DfE report proposes 'forced privatisation' of child protection services

Neil Puffett
Friday, December 2, 2016

Councils should be compelled to outsource children's services including child protection work as part of efforts to improve standards, a government-commissioned report has suggested.

The Department for Education is looking at evidence on the state of children's services funding.
The Department for Education is looking at evidence on the state of children's services funding.

The study, which was commissioned by children's minister Edward Timpson in March 2014 to assess the potential for developing the "capacity and diversity" of children's social care provision, states that there is a "clear appetite" among potential service suppliers to take on "the more high-risk areas of service".

It suggests that the government could follow overseas examples and regulate to require certain services to be outsourced to a third party outside of state government. However, the Department for Education has distanced itself from some of the findings.

The report states: "This could commence with the outsourcing of those services where there is already an established market, such as fostering placements, residential placements and adoption services, extending into other areas of provision."

In time the scope could be extended by "requiring all social care services to be outsourced to a third party outside of local government".

While this could include child protection in England, the report notes that no international examples of countries going this far could be found.

The report also highlights the "need for a step change in commissioning practices", and proposes that a National Children's Social Care Commissioning Board is created.

"We are convinced that opening up the market to competition must be complemented by an effective programme to support and develop local commissioning capacity," the report states.

"Simple exhortation to commission better will not in our view achieve significant change."

The Department for Education has taken the unusual step of issuing a government response to the report.

"This is an independent report and, in a number of areas, it goes beyond government policy," the response states.

"For instance, it sets out an option for how regulation might compel all local authorities to outsource all or a proportion of services.
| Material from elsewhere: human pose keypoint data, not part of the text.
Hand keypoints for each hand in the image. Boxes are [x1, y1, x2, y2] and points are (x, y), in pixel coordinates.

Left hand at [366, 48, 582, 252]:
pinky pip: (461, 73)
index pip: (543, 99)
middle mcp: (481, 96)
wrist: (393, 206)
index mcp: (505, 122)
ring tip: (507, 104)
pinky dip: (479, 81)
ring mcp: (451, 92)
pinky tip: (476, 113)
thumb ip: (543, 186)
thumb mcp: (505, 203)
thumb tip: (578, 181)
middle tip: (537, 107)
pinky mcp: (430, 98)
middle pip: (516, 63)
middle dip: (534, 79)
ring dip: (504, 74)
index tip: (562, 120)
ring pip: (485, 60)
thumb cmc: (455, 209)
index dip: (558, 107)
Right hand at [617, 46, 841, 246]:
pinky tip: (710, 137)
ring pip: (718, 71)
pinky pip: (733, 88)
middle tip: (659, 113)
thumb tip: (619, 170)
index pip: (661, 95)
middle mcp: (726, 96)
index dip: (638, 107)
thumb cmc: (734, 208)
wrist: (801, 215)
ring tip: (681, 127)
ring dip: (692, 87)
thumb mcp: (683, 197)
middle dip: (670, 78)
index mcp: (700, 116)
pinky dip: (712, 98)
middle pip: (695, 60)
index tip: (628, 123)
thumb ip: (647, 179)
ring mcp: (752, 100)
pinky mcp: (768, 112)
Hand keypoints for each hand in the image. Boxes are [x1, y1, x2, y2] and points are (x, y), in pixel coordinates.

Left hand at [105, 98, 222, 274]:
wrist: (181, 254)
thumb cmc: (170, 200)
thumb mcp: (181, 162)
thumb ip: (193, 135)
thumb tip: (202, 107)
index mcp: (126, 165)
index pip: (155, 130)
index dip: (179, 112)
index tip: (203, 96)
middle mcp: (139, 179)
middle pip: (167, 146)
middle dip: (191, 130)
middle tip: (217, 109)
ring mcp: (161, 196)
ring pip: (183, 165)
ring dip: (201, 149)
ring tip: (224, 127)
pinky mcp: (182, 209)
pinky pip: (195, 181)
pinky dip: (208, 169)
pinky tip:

We will not be implementing this option."

"We want to support improvement by freeing up good local authorities to be innovative with the solutions they put in place, not by compelling them to outsource.

"We therefore reject those options which would either centralise the delivery of children's social care services, such as the option to establish a National Children's Social Care Commissioning Board, or allow profit-making organisations to deliver them."

The report, which was produced by consultancy firm LaingBuisson and overseen by an advisory panel including chief social worker Isabelle Trowler, former president of the Association of Directors of Children's Services Alan Wood, and economics professor Julian Le Grand, concludes that it is hard to envisage how significant additional capacity and diversity could be created "without more services being exposed to market forces".

"Subject to central government policy change, there is appetite within the independent (for-profit and not-for-profit) sector in most parts of the country to respond to any tenders that local authorities may issue for small- to medium-sized segments of the full range of social care services, so long as these are free from the administrative and bureaucratic burdens characterised by current local government procurement regimes," the report states.

CYP Now has previously attempted to obtain a copy of the report via a Freedom of Information request, but the DfE refused to release it, stating that it was scheduled for publication in summer 2016.

The government has recently been accused of attempting to pave the way for privatisation of children's social care via the controversial so-called "exemption clause" of the Children and Social Work Bill.

Education Secretary Justine Greening has publicly defended the proposal, which would allow councils to apply to be exempted from their statutory duties relating to children's social care, stating "it is not, and never was, about the privatisation of child protection services".

But the government suffered a defeat on the plans last month when the House of Lords passed an amendment removing the proposed legislation from the bill.